In the entries below, find the string "dead" and return each line holding it.

····················

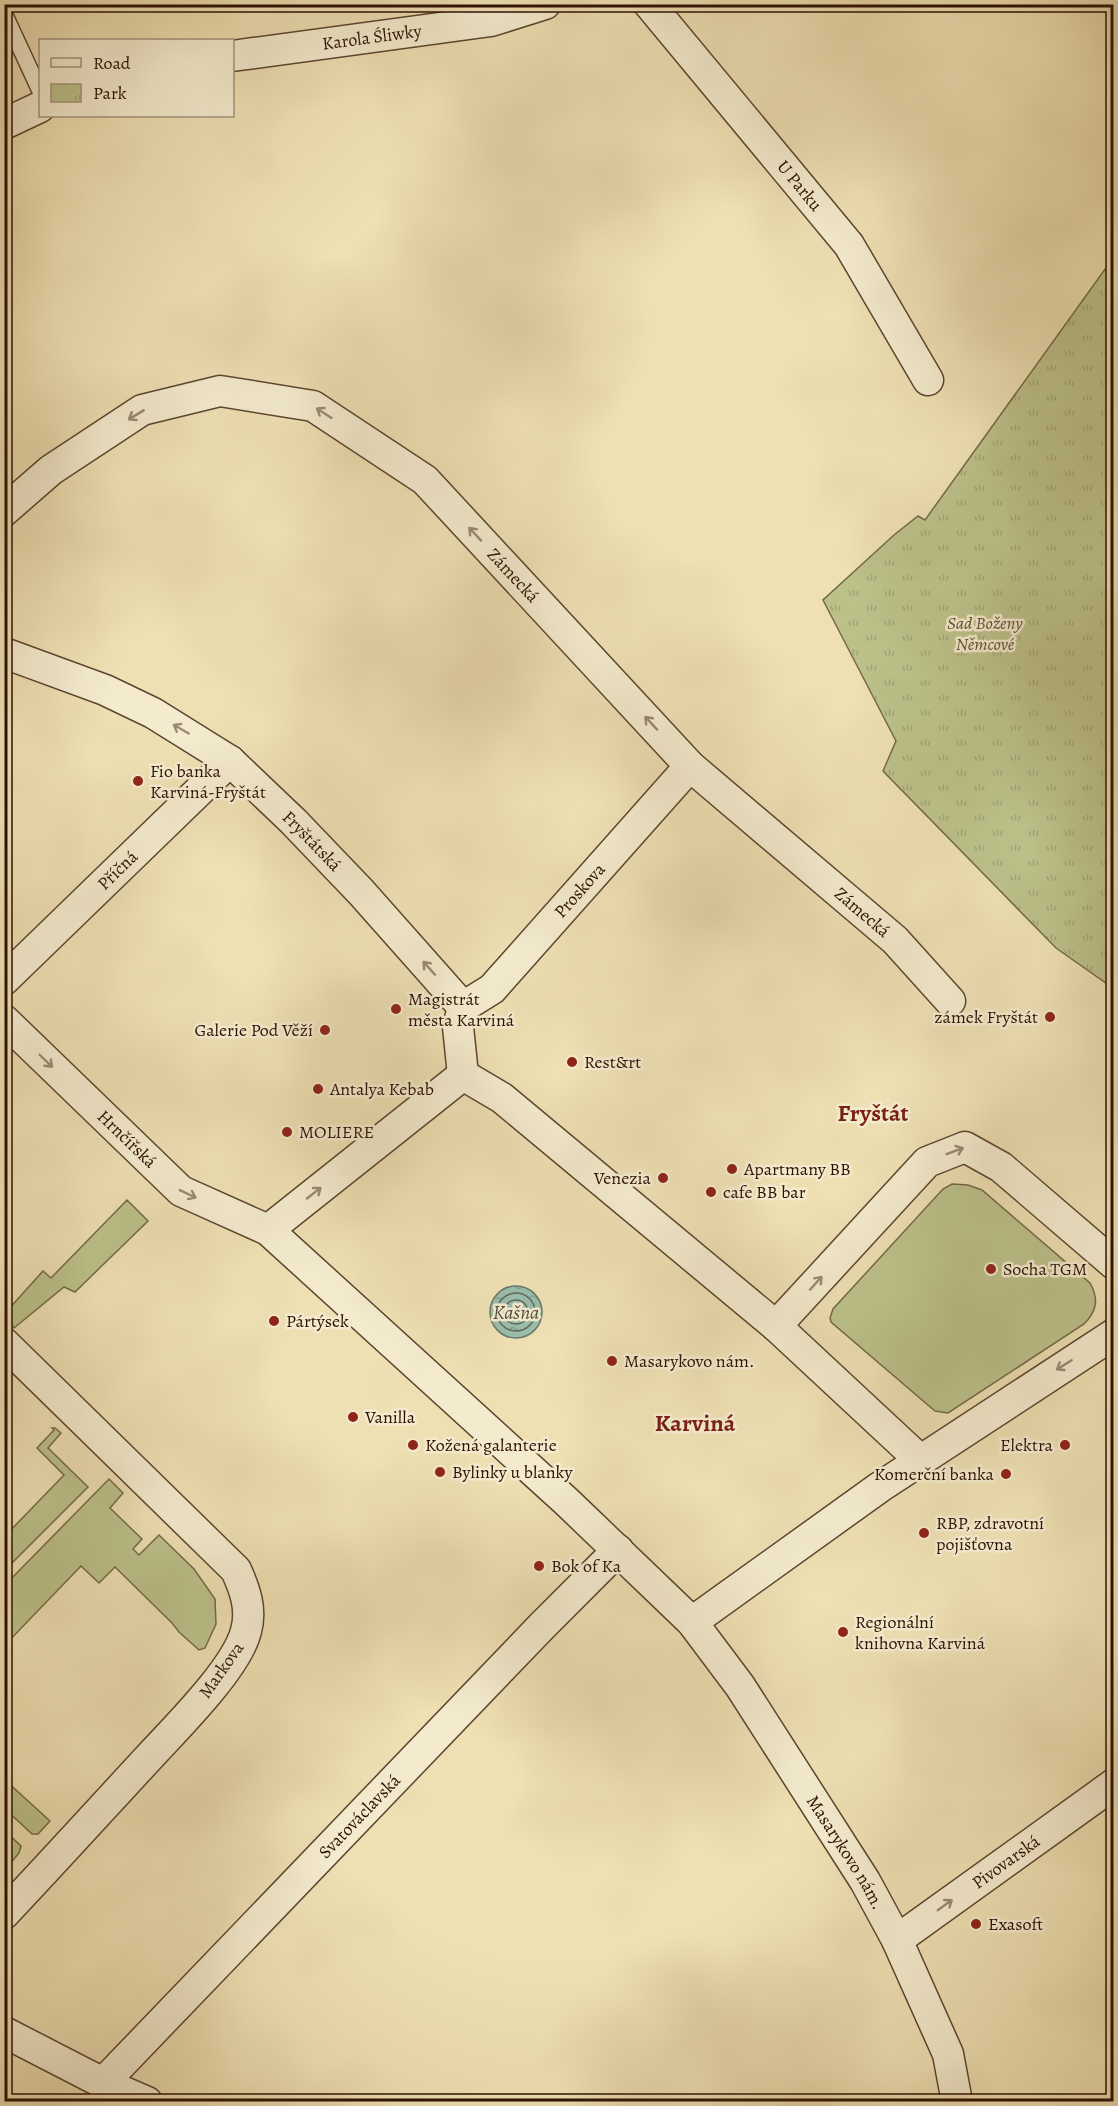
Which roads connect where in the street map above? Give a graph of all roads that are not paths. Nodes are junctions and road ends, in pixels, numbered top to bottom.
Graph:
1 (545, 4) edge
2 (649, 4) edge
3 (4, 13) edge
4 (234, 56) edge
5 (39, 89) edge
6 (39, 107) edge
7 (4, 124) edge
8 (928, 380) dead end
9 (4, 511) edge
10 (4, 653) edge
11 (230, 761) junction
12 (690, 766) junction
13 (4, 980) edge
14 (950, 1001) dead end
15 (463, 1007) junction
16 (4, 1020) edge
17 (462, 1075) junction
18 (268, 1230) junction
19 (1113, 1264) edge
20 (776, 1326) junction
21 (1113, 1334) edge
22 (4, 1343) edge
23 (920, 1460) junction
24 (618, 1550) junction
25 (692, 1622) junction
26 (1113, 1784) edge
27 (4, 1914) edge
28 (897, 1940) junction
29 (4, 2032) edge
30 (103, 2083) junction
31 (147, 2102) edge
32 (957, 2102) edge

1 - 4 street, Karola Śliwky
2 - 8 street, U Parku
3 - 5 lane
6 - 7 street
12 -> 9 street, Zámecká
11 -> 10 street, Fryštátská
11 - 13 street, Příčná
15 -> 11 street, Fryštátská
12 - 14 street, Zámecká
12 - 15 street, Proskova
15 - 17 street
16 -> 18 street, Hrnčířská
18 -> 17 street
17 - 20 street
18 - 24 street, Masarykovo nám.
20 -> 19 street
20 - 23 street
21 -> 23 street
22 - 27 street, Markova
23 - 25 street
24 - 25 street, Masarykovo nám.
24 - 30 street, Svatováclavská
25 - 28 street, Masarykovo nám.
28 -> 26 street, Pivovarská
28 - 32 street, Masarykovo nám.
29 - 30 street
30 - 31 street

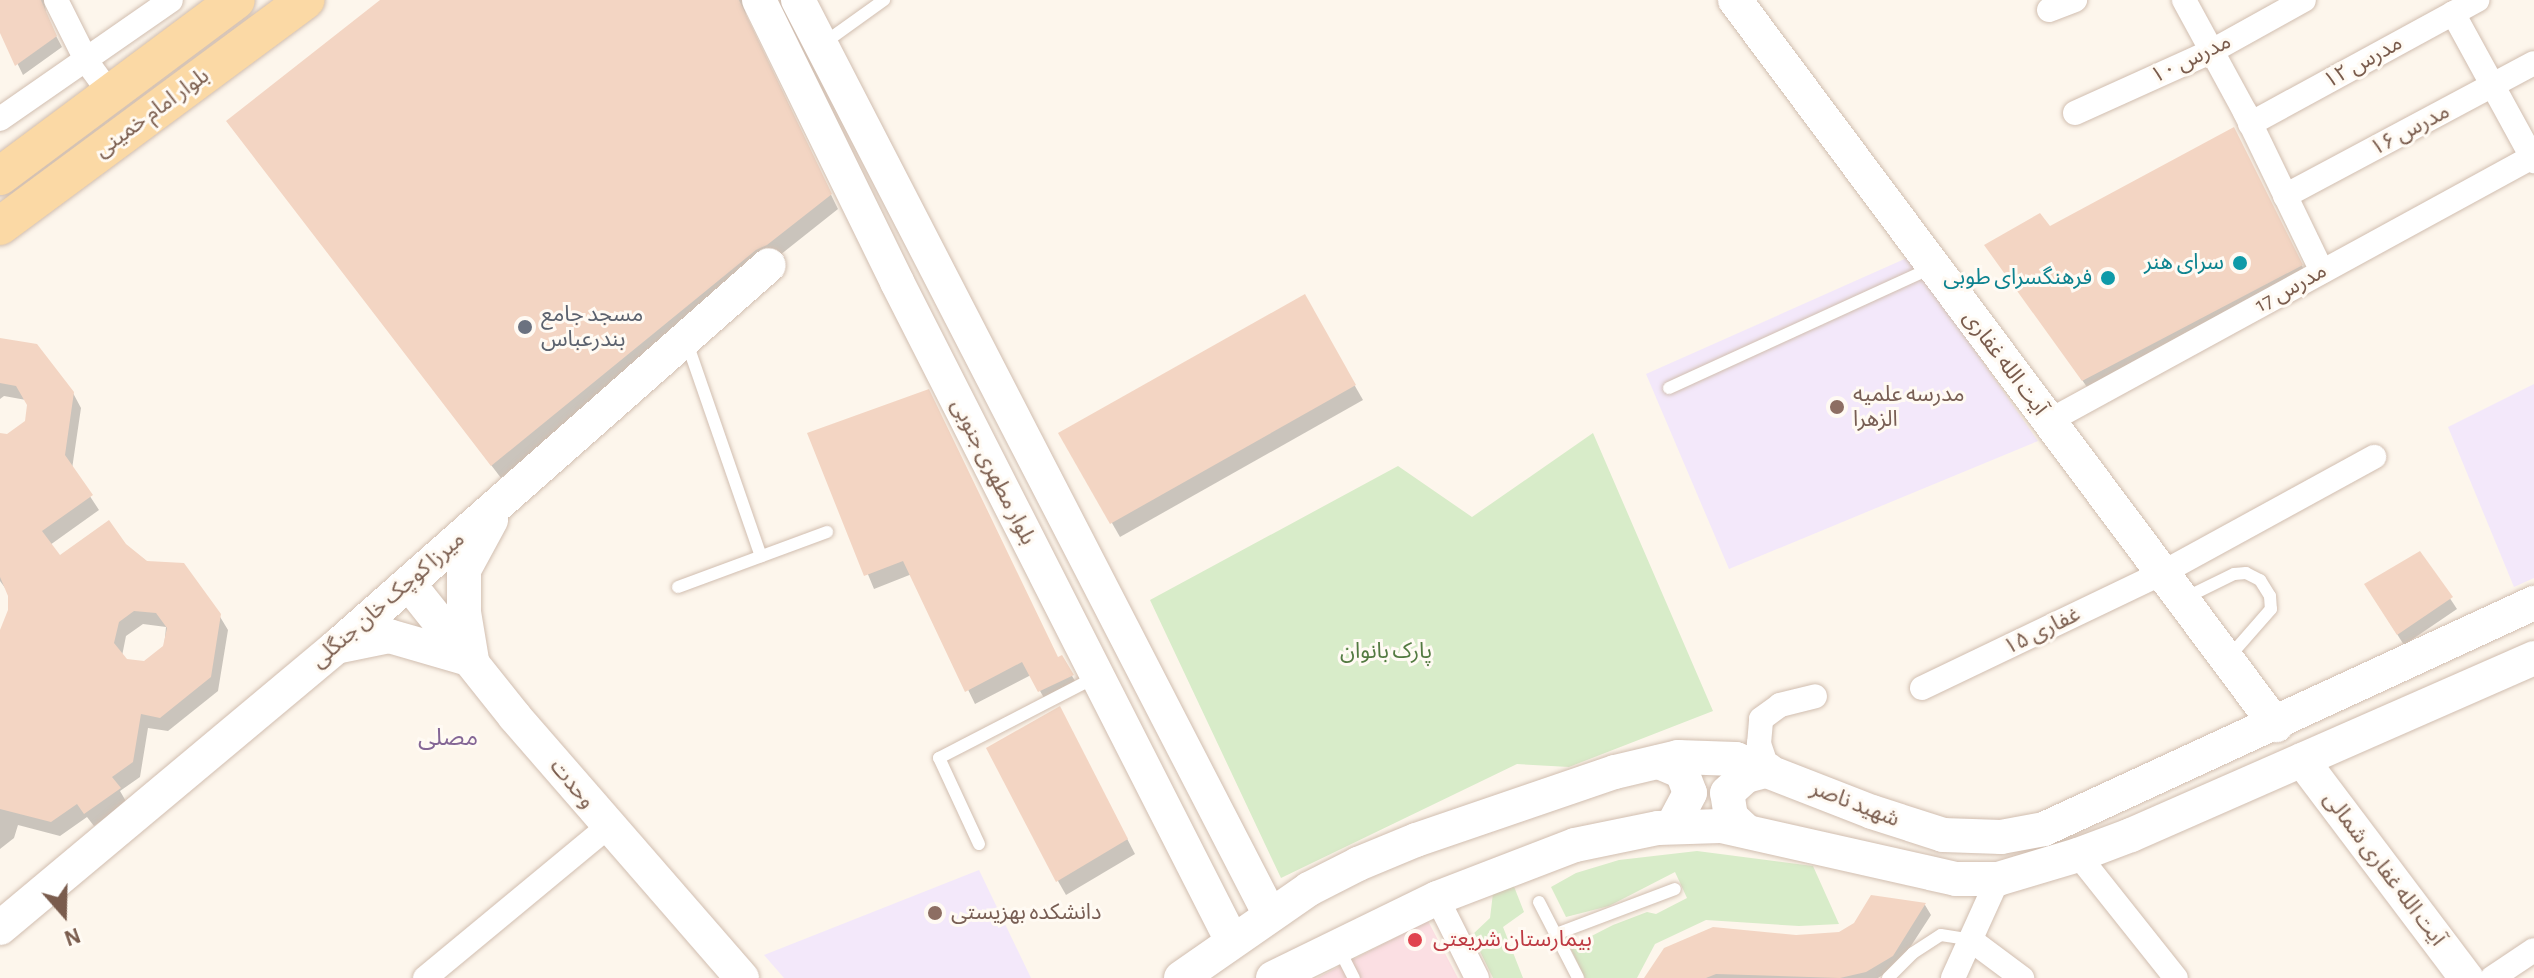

····················

Solved exercise:
8 (928, 380) dead end
14 (950, 1001) dead end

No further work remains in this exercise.